Peaceful Town Survives 'Ulysses'

March 1967
  “What’s happened to the lovely little town of Rochester?” an unsigned letter on my desk asked two weeks ago. The writer, from Troy, was referring to the showing of “Ulysses” at the Hills Theater. She wondered why police didn’t do their duty and crack down on such “filth.”
  “Ulysses” ran three days in only 135 theaters across the country. In Michigan it played only four theaters, three of them in southeastern Michigan. As a result, its showing in Rochester was in the spotlight. Around 1,000 people attended here, not nearly as many as in Highland Park, but nearly as many as attended in Ann Arbor— which was a surprise to local theater owner Bud Taylor.
  TWO PEOPLE WALKED out during the performance here, which is a likelihood for any film. I joined the second-night crowd. Like many people, I had not read the book. This was a mistake. If one wasn’t aware of author James Joyce’s devices of mingling the main character’s realities and fantasies, he was left behind.

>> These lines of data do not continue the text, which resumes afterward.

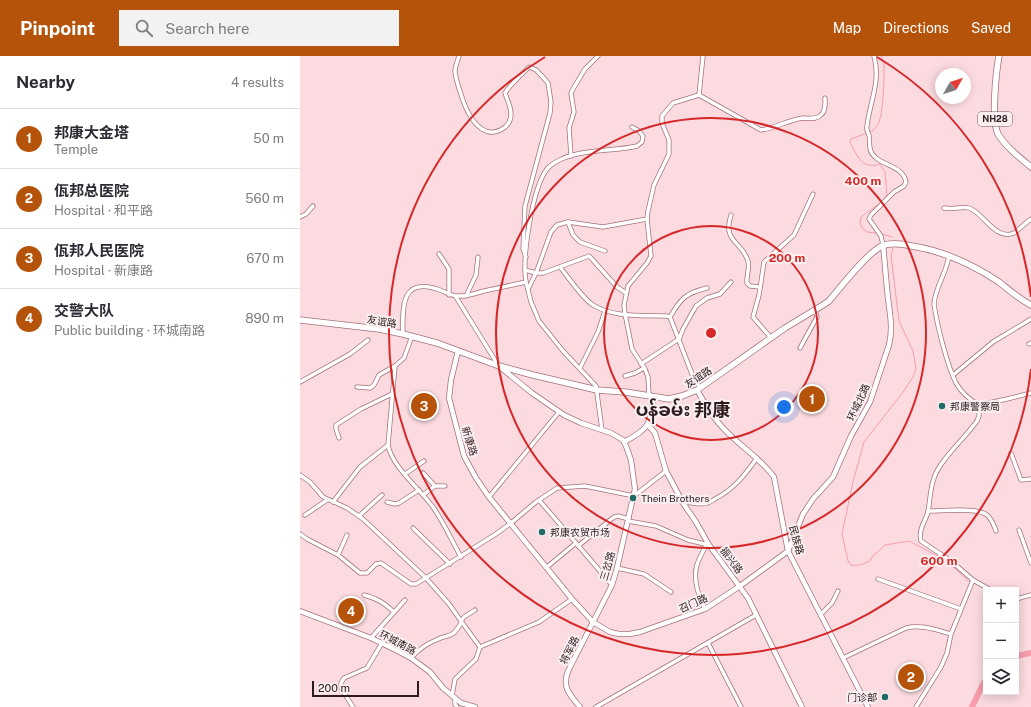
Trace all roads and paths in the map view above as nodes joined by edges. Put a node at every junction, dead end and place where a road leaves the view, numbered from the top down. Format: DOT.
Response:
graph roads {
  1 [pos="459,56"];
  2 [pos="598,56"];
  3 [pos="703,56"];
  4 [pos="874,56"];
  5 [pos="999,56"];
  6 [pos="699,95"];
  7 [pos="825,98"];
  8 [pos="632,127"];
  9 [pos="571,156"];
  10 [pos="1031,167"];
  11 [pos="813,194"];
  12 [pos="313,206"];
  13 [pos="944,208"];
  14 [pos="731,215"];
  15 [pos="300,217"];
  16 [pos="647,219"];
  17 [pos="1031,219"];
  18 [pos="568,222"];
  19 [pos="884,245"];
  20 [pos="605,251"];
  21 [pos="439,254"];
  22 [pos="949,255"];
  23 [pos="478,257"];
  24 [pos="526,257"];
  25 [pos="560,267"];
  26 [pos="525,270"];
  27 [pos="536,273"];
  28 [pos="526,282"];
  29 [pos="731,282"];
  30 [pos="760,287"];
  31 [pos="707,288"];
  32 [pos="528,289"];
  33 [pos="626,293"];
  34 [pos="449,295"];
  35 [pos="466,296"];
  36 [pos="456,297"];
  37 [pos="1031,305"];
  38 [pos="815,310"];
  39 [pos="605,311"];
  40 [pos="625,314"];
  41 [pos="670,317"];
  42 [pos="1031,319"];
  43 [pos="300,320"];
  44 [pos="403,334"];
  45 [pos="412,336"];
  46 [pos="771,338"];
  47 [pos="679,339"];
  48 [pos="368,340"];
  49 [pos="800,348"];
  50 [pos="458,351"];
  51 [pos="394,366"];
  52 [pos="499,366"];
  53 [pos="642,366"];
  54 [pos="580,368"];
  55 [pos="953,375"];
  56 [pos="625,376"];
  57 [pos="300,382"];
  58 [pos="357,387"];
  59 [pos="698,389"];
  60 [pos="597,390"];
  61 [pos="1031,393"];
  62 [pos="392,394"];
  63 [pos="651,396"];
  64 [pos="979,405"];
  65 [pos="559,412"];
  66 [pos="648,425"];
  67 [pos="602,430"];
  68 [pos="339,438"];
  69 [pos="624,442"];
  70 [pos="388,445"];
  71 [pos="1011,453"];
  72 [pos="757,458"];
  73 [pos="424,461"];
  74 [pos="666,471"];
  75 [pos="423,473"];
  76 [pos="405,474"];
  77 [pos="300,475"];
  78 [pos="1031,479"];
  79 [pos="435,486"];
  80 [pos="445,486"];
  81 [pos="419,490"];
  82 [pos="382,495"];
  83 [pos="423,495"];
  84 [pos="634,496"];
  85 [pos="489,497"];
  86 [pos="327,500"];
  87 [pos="539,500"];
  88 [pos="333,502"];
  89 [pos="387,502"];
  90 [pos="683,504"];
  91 [pos="928,510"];
  92 [pos="305,515"];
  93 [pos="359,516"];
  94 [pos="628,520"];
  95 [pos="511,523"];
  96 [pos="413,528"];
  97 [pos="1019,530"];
  98 [pos="996,531"];
  99 [pos="300,534"];
  100 [pos="347,535"];
  101 [pos="577,544"];
  102 [pos="708,545"];
  103 [pos="788,551"];
  104 [pos="338,555"];
  105 [pos="461,557"];
  106 [pos="1031,563"];
  107 [pos="450,564"];
  108 [pos="546,567"];
  109 [pos="617,568"];
  110 [pos="426,578"];
  111 [pos="878,580"];
  112 [pos="973,580"];
  113 [pos="612,585"];
  114 [pos="740,586"];
  115 [pos="986,587"];
  116 [pos="838,591"];
  117 [pos="671,592"];
  118 [pos="364,595"];
  119 [pos="1031,595"];
  120 [pos="1019,598"];
  121 [pos="572,599"];
  122 [pos="405,600"];
  123 [pos="705,609"];
  124 [pos="961,609"];
  125 [pos="475,610"];
  126 [pos="300,611"];
  127 [pos="394,612"];
  128 [pos="821,614"];
  129 [pos="756,615"];
  130 [pos="461,622"];
  131 [pos="593,622"];
  132 [pos="951,634"];
  133 [pos="371,638"];
  134 [pos="708,643"];
  135 [pos="382,644"];
  136 [pos="480,647"];
  137 [pos="411,658"];
  138 [pos="843,658"];
  139 [pos="454,698"];
  140 [pos="353,707"];
  141 [pos="457,707"];
  142 [pos="475,707"];
  143 [pos="580,707"];
  144 [pos="596,707"];
  145 [pos="741,707"];
  146 [pos="802,707"];
  147 [pos="868,707"];
  148 [pos="916,707"];
  1 -- 24 [label="street"];
  2 -- 9 [label="street"];
  3 -- 6 [label="street"];
  4 -- 19 [label="street"];
  5 -- 10 [label="highway, NH28"];
  6 -- 7 [label="street"];
  6 -- 16 [label="street"];
  8 -- 9 [label="street"];
  9 -- 24 [label="street"];
  11 -- 30 [label="street"];
  12 -- 15 [label="street"];
  13 -- 17 [label="street"];
  14 -- 30 [label="street"];
  16 -- 18 [label="street"];
  16 -- 33 [label="street"];
  18 -- 20 [label="street"];
  18 -- 27 [label="street"];
  19 -- 22 [label="highway"];
  19 -- 38 [label="highway, 友谊路"];
  19 -- 103 [label="main road, 环城北路"];
  21 -- 34 [label="street"];
  22 -- 37 [label="highway"];
  22 -- 55 [label="street"];
  23 -- 35 [label="street"];
  24 -- 26 [label="street"];
  25 -- 27 [label="street"];
  25 -- 33 [label="street"];
  25 -- 39 [label="street"];
  26 -- 27 [label="street"];
  26 -- 28 [label="street"];
  27 -- 32 [label="street"];
  28 -- 32 [label="street"];
  28 -- 35 [label="street"];
  29 -- 47 [label="street"];
  30 -- 46 [label="street"];
  31 -- 41 [label="street"];
  32 -- 54 [label="street"];
  33 -- 40 [label="street"];
  34 -- 36 [label="street"];
  34 -- 44 [label="street"];
  35 -- 36 [label="street"];
  36 -- 52 [label="street"];
  38 -- 46 [label="highway, 友谊路"];
  38 -- 49 [label="street"];
  39 -- 40 [label="street"];
  39 -- 54 [label="street"];
  40 -- 41 [label="street"];
  40 -- 53 [label="street"];
  41 -- 47 [label="street"];
  42 -- 55 [label="street"];
  43 -- 44 [label="highway, 友谊路"];
  44 -- 45 [label="highway, 友谊路"];
  45 -- 50 [label="highway, 友谊路"];
  45 -- 51 [label="street"];
  46 -- 59 [label="highway, 友谊路"];
  47 -- 53 [label="street"];
  47 -- 59 [label="street"];
  48 -- 57 [label="street"];
  50 -- 52 [label="highway, 友谊路"];
  50 -- 85 [label="main road, 新康路"];
  51 -- 58 [label="street"];
  51 -- 62 [label="street"];
  52 -- 60 [label="highway, 友谊路"];
  52 -- 65 [label="main road"];
  53 -- 56 [label="street"];
  53 -- 63 [label="street"];
  54 -- 60 [label="street"];
  55 -- 64 [label="street"];
  59 -- 63 [label="highway, 友谊路"];
  59 -- 72 [label="main road, 民族路"];
  60 -- 63 [label="highway, 友谊路"];
  60 -- 67 [label="street"];
  61 -- 64 [label="street"];
  62 -- 68 [label="street"];
  62 -- 70 [label="street"];
  63 -- 66 [label="main road"];
  64 -- 91 [label="street"];
  65 -- 67 [label="main road"];
  65 -- 85 [label="street"];
  66 -- 69 [label="main road"];
  66 -- 74 [label="main road, 振兴路"];
  67 -- 69 [label="main road"];
  69 -- 84 [label="main road, 三岔路"];
  70 -- 76 [label="street"];
  70 -- 88 [label="street"];
  71 -- 78 [label="street"];
  72 -- 90 [label="street"];
  72 -- 103 [label="main road, 民族路"];
  73 -- 76 [label="street"];
  74 -- 84 [label="street"];
  74 -- 90 [label="main road, 振兴路"];
  75 -- 79 [label="street"];
  76 -- 81 [label="street"];
  77 -- 86 [label="street"];
  79 -- 80 [label="street"];
  79 -- 83 [label="street"];
  81 -- 83 [label="street"];
  81 -- 89 [label="street"];
  82 -- 93 [label="street"];
  83 -- 105 [label="street"];
  84 -- 87 [label="street"];
  84 -- 94 [label="main road, 三岔路"];
  85 -- 95 [label="main road, 新康路"];
  86 -- 88 [label="street"];
  86 -- 92 [label="street"];
  87 -- 95 [label="street"];
  87 -- 101 [label="street"];
  88 -- 93 [label="street"];
  90 -- 102 [label="main road, 振兴路"];
  91 -- 98 [label="street"];
  91 -- 112 [label="street"];
  93 -- 110 [label="street"];
  94 -- 101 [label="street"];
  94 -- 102 [label="street"];
  94 -- 109 [label="main road, 三岔路"];
  95 -- 105 [label="street"];
  95 -- 108 [label="main road, 新康路"];
  96 -- 107 [label="street"];
  97 -- 106 [label="street"];
  99 -- 104 [label="street"];
  100 -- 104 [label="street"];
  101 -- 108 [label="street"];
  101 -- 113 [label="street"];
  102 -- 114 [label="main road, 振兴路"];
  102 -- 123 [label="street"];
  103 -- 114 [label="main road, 召门路"];
  103 -- 128 [label="main road, 民族路"];
  104 -- 110 [label="street"];
  105 -- 107 [label="street"];
  107 -- 110 [label="street"];
  108 -- 121 [label="main road, 新康路"];
  109 -- 113 [label="main road, 三岔路"];
  109 -- 117 [label="street"];
  110 -- 130 [label="street"];
  111 -- 124 [label="street"];
  112 -- 115 [label="street"];
  112 -- 124 [label="street"];
  113 -- 131 [label="main road, 三岔路"];
  114 -- 123 [label="main road, 召门路"];
  114 -- 129 [label="main road, 振兴路"];
  116 -- 128 [label="street"];
  118 -- 127 [label="street"];
  119 -- 120 [label="street"];
  121 -- 131 [label="main road, 新康路"];
  121 -- 136 [label="street"];
  122 -- 127 [label="street"];
  123 -- 131 [label="main road, 召门路"];
  124 -- 132 [label="street"];
  125 -- 130 [label="street"];
  126 -- 133 [label="main road, 环城南路"];
  127 -- 133 [label="street"];
  128 -- 138 [label="main road, 民族路"];
  129 -- 134 [label="street"];
  129 -- 146 [label="main road, 振兴路"];
  130 -- 136 [label="street"];
  130 -- 137 [label="street"];
  131 -- 143 [label="main road, 将军路"];
  132 -- 138 [label="street"];
  132 -- 148 [label="street"];
  133 -- 135 [label="main road, 环城南路"];
  134 -- 144 [label="street"];
  134 -- 145 [label="street"];
  135 -- 137 [label="main road, 环城南路"];
  135 -- 140 [label="street"];
  136 -- 139 [label="street"];
  137 -- 139 [label="main road, 环城南路"];
  138 -- 147 [label="main road, 民族路"];
  139 -- 141 [label="street"];
  139 -- 142 [label="main road, 环城南路"];
}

  Most reviewers hailed the film as a great one. In Rochester, the people I know who saw it were not that impressed. If anyone went to see some sensual scenes, they were disappointed. The James Bond and beach party films seen in every theater offered much more. The frankness in “Ulysses” is in the spoken word, not the visual scenes.
  Some viewers complained that the Irish brogue was too thick and fast to digest. This, combined with the liberal mixture of flashing in and out of the James Joyce thesis that a person’s thoughts are continually jumping from the real to the imaginative (past, present and future) cannot be disputed. But viewing those quick jumps on film is no easy task.

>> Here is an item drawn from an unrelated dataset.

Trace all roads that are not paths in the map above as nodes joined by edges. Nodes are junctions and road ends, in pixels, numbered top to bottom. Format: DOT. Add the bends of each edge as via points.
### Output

  IN SHORT, I have a hunch that only the serious student of James Joyce who first published the classic in 1918 felt they really got their money’s worth. At $5.50 a seat, it was the highest amount ever charged for a movie here. The film will be released again in 10 months or a year— at somewhat reduced prices, we’re told.
  Many of the theater managers who wouldn’t touch the film with a pole of any length last week are now eager to get it on the rebound. I would say that “Ulysses” is not for the casual small town theater crowd. It will do best in college centers.

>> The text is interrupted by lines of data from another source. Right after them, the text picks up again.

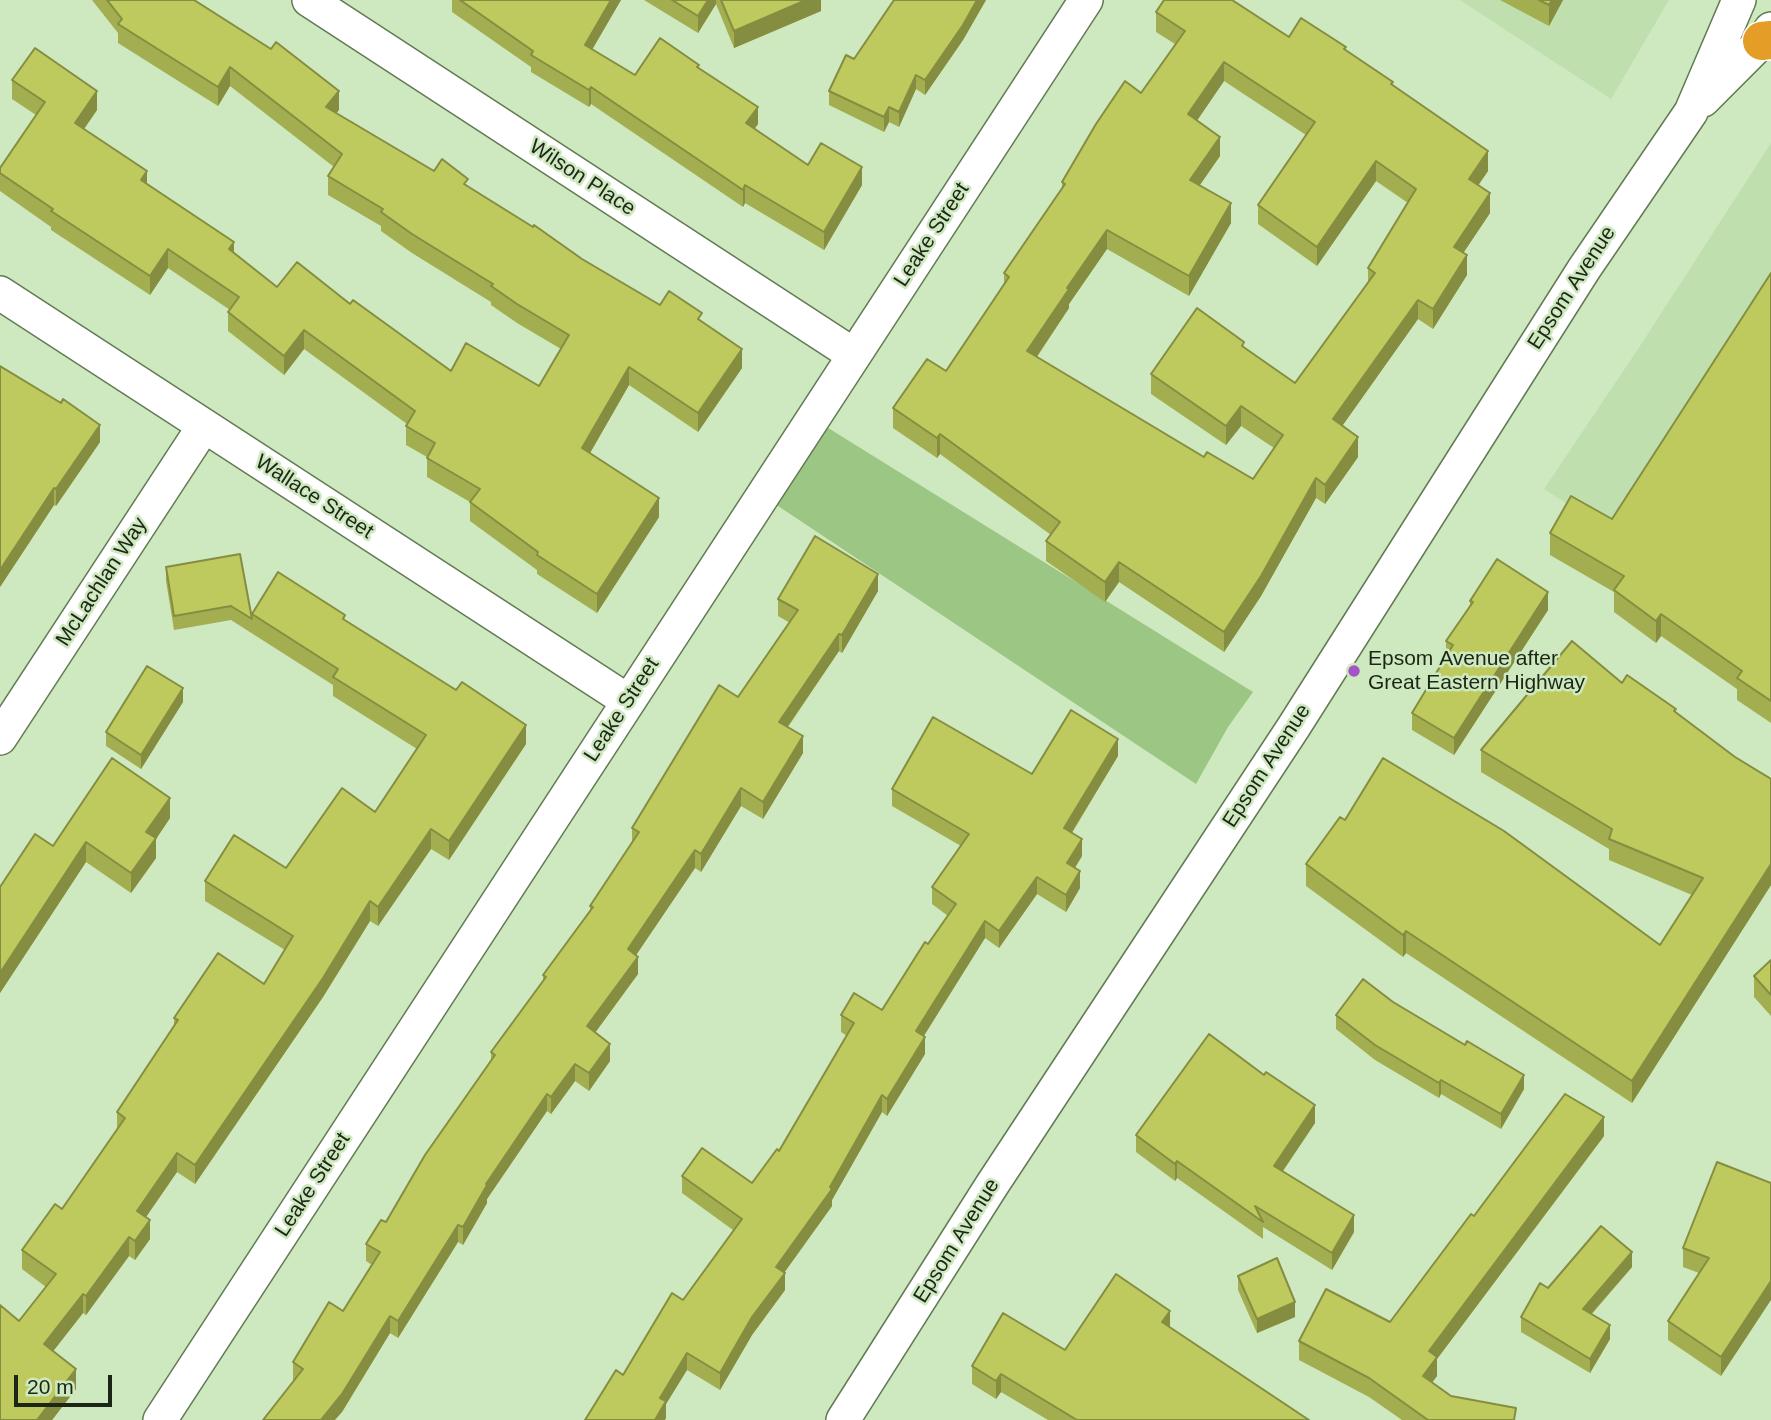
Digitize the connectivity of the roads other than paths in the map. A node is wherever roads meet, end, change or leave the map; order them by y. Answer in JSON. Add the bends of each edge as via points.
{"nodes":[{"id":1,"x":309,"y":0,"type":"edge"},
{"id":2,"x":1086,"y":0,"type":"edge"},
{"id":3,"x":1739,"y":0,"type":"edge"},
{"id":4,"x":1768,"y":37,"type":"edge"},
{"id":5,"x":1691,"y":112,"type":"junction"},
{"id":6,"x":0,"y":292,"type":"edge"},
{"id":7,"x":854,"y":355,"type":"junction"},
{"id":8,"x":204,"y":426,"type":"junction"},
{"id":9,"x":628,"y":701,"type":"junction"},
{"id":10,"x":0,"y":738,"type":"edge"},
{"id":11,"x":160,"y":1420,"type":"edge"},
{"id":12,"x":843,"y":1420,"type":"edge"}],
"edges":[{"from":1,"to":7,"type":"street","name":"Wilson Place"},
{"from":2,"to":7,"type":"street","name":"Leake Street"},
{"from":3,"to":5,"type":"street","name":"Epsom Avenue"},
{"from":4,"to":5,"type":"street","name":"Epsom Avenue"},
{"from":5,"to":12,"type":"street","name":"Epsom Avenue","via":[[1584,269],[1293,728]]},
{"from":6,"to":8,"type":"street","name":"Wallace Street"},
{"from":7,"to":9,"type":"street","name":"Leake Street"},
{"from":8,"to":9,"type":"street","name":"Wallace Street"},
{"from":8,"to":10,"type":"street","name":"McLachlan Way"},
{"from":9,"to":11,"type":"street","name":"Leake Street"}]}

  I saw no scars on Rochester the morning after. Actually, only about half of the audiences here were from Rochester. If one wonders if the town was marred by this film, they should drive into the community this Sunday. While there were 1,000 folks attending the movie, some of our churches will each be packing that number into their Easter services in just one morning.
  And if they each paid $5.50 admission— think of what our churches could accomplish in one year.